Ms. Garcia “filed an application for a federal copyright registration for the rights in her dramatic performance ‘Desert Warrior.'” (Complaint at ¶ 11) Further, she “has issued five DMCA ‘takedown notices’ to Defendants YouTube and Google.” (Complaint at ¶ 13) But let us all remember, “this lawsuit is not an attack on the First Amendment, nor on the right of Americans to say what they think, but does request that the offending content be removed from the Internet because not only is it not speech protected by the First Amendment, it violates Plaintiff Garcia’s copyright in her performance.” (para 29) How convenient. It is not an “attack on the First Amendment” because Ms. Garcia’s lawyers cleverly simply declare that the content is “not speech.” Meanwhile, I guess that she owns the copyright in the film because she filed an application for a registration.
The press release sent out by Garcia’s lawyers claims that the attorneys responsible for this monstrosity were “previously affiliated” with Skadden Arps Slate Meagher & Flom LLP and both are former federal law clerks. What does that tell you? Being at the top of your class doesn’t mean that you don’t have shit for brains. Those of you attending TTT law schools take note. While chances are that your counterparts at the T14 did better on the LSAT, it doesn’t mean that you can’t wipe the floor with them when it comes to really practicing law.
Ms. Armenta and Ms. Sol’s complaint really is a piece of crap that no worthwhile attorney would have signed. Not only do the claims expose them as abject idiots, but the complaint exposes their client to a serious potential downside. First and foremost, Ms. Garcia most certainly does not own the copyright that she claims to. Thus, she does not have standing to bring this claim under the Copyright Act. This is not some obscure issue that it takes an IP law expert to figure out, but is clear from the plain language of 17 U.S.C. § 501(b), limiting actions for infringement to legal or beneficial owners of a registered work. When you don’t own anything, you don’t get to sue. Incredibly, Garcia filed suit in a court residing within the Ninth Circuit – which means there’s a small mountain of precedent examining this exact issue with a fine point. Sybersound Records, Inc. v. UAV Corp., 517 F.3d 1137, 1146 (9th Cir. 2008); Silvers v. Sony Pictures Entm’t, Inc., 402 F.3d 881, 889-90 (9th Cir. 2005); Righthaven LLC v. Hoehn, 792 F. Supp. 2d 1138 (D. Nev. 2011).
Welcome to the Pwn-Dome.
An actor’s performance in a film is not an independently copyrightable work. I am surprised that these two attorneys are unfamiliar with this rule of law. They might be well-served to review Aalmuhammed v. Lee, 202 F.3d 1227 (2000). You know, the case that is in pretty much every single copyright textbook published since before the Clinton administration ended. Jesus fucking christ, is it so much to ask that someone take a copyright course before filing a copyright infringement lawsuit?

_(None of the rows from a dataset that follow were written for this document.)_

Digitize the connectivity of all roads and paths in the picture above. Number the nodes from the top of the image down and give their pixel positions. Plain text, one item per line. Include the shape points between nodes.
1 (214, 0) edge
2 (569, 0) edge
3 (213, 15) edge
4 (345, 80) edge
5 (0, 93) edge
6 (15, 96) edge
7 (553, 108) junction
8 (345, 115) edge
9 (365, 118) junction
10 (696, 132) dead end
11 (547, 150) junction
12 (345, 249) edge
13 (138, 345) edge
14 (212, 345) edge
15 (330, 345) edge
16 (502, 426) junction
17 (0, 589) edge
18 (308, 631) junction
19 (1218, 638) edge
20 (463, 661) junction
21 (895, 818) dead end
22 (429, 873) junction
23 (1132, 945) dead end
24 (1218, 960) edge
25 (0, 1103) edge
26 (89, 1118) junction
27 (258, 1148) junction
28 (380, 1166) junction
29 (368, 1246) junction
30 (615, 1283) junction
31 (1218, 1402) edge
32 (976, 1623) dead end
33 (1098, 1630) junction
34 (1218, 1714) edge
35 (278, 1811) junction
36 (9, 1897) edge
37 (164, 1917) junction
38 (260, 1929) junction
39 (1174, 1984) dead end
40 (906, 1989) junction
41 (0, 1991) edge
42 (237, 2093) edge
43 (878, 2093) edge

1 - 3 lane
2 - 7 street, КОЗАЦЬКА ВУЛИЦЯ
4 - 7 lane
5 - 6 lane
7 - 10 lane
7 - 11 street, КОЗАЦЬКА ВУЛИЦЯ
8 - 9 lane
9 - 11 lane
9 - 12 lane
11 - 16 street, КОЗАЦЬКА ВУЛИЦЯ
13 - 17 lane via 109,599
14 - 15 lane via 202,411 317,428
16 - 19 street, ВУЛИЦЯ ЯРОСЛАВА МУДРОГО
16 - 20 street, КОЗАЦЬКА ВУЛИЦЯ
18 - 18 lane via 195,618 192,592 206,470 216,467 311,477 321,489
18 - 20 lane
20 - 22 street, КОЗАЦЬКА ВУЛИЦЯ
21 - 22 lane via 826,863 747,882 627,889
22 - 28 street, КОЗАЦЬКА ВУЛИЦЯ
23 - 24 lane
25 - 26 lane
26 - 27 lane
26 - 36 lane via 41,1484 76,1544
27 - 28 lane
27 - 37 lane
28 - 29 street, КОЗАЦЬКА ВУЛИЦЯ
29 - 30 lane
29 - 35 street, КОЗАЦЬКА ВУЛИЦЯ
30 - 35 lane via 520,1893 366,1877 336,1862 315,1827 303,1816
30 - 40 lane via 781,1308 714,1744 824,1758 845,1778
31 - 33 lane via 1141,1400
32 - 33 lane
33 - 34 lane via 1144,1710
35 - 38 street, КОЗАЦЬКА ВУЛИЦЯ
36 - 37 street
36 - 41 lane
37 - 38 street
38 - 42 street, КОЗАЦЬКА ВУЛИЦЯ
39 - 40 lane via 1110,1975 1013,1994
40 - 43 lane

Anyhow, back to Aalmuhammed v. Lee: In that case, Mr. Aalmuhammed contributed a significant amount of work to the Spike Lee movie, The Autobiography of Malcolm X. Mr. Aalmuhammed sought to be deemed to be a co-author of the film. However, the Ninth Circuit held:
Aalmuhammed did not at any time have superintendence of the work. Warner Brothers and Spike Lee controlled it. Aalmuhammed was not the person “who has actually formed the picture by putting the persons in position, and arranging the place ….” Spike Lee was, so far as we can tell from the record. Aalmuhammed, like Larson’s dramaturg, could make extremely helpful recommendations, but Spike Lee was not bound to accept any of them, and the work would not benefit in the slightest unless Spike Lee chose to accept them. Aalmuhammed lacked control over the work, and absence of control is strong evidence of the absence of co-authorship.
Under the law, the director of the film (and not any other contributor) is the author of the work. Not the consultants, not the actors, and not the guy who brought everyone coffee. If it were otherwise, then every actor or anyone else who had any part in the creation of the film would then engage in a feeding frenzy over who actually owned the rights to the film. For a creative work, the author, and not “helpers” owns the copyright.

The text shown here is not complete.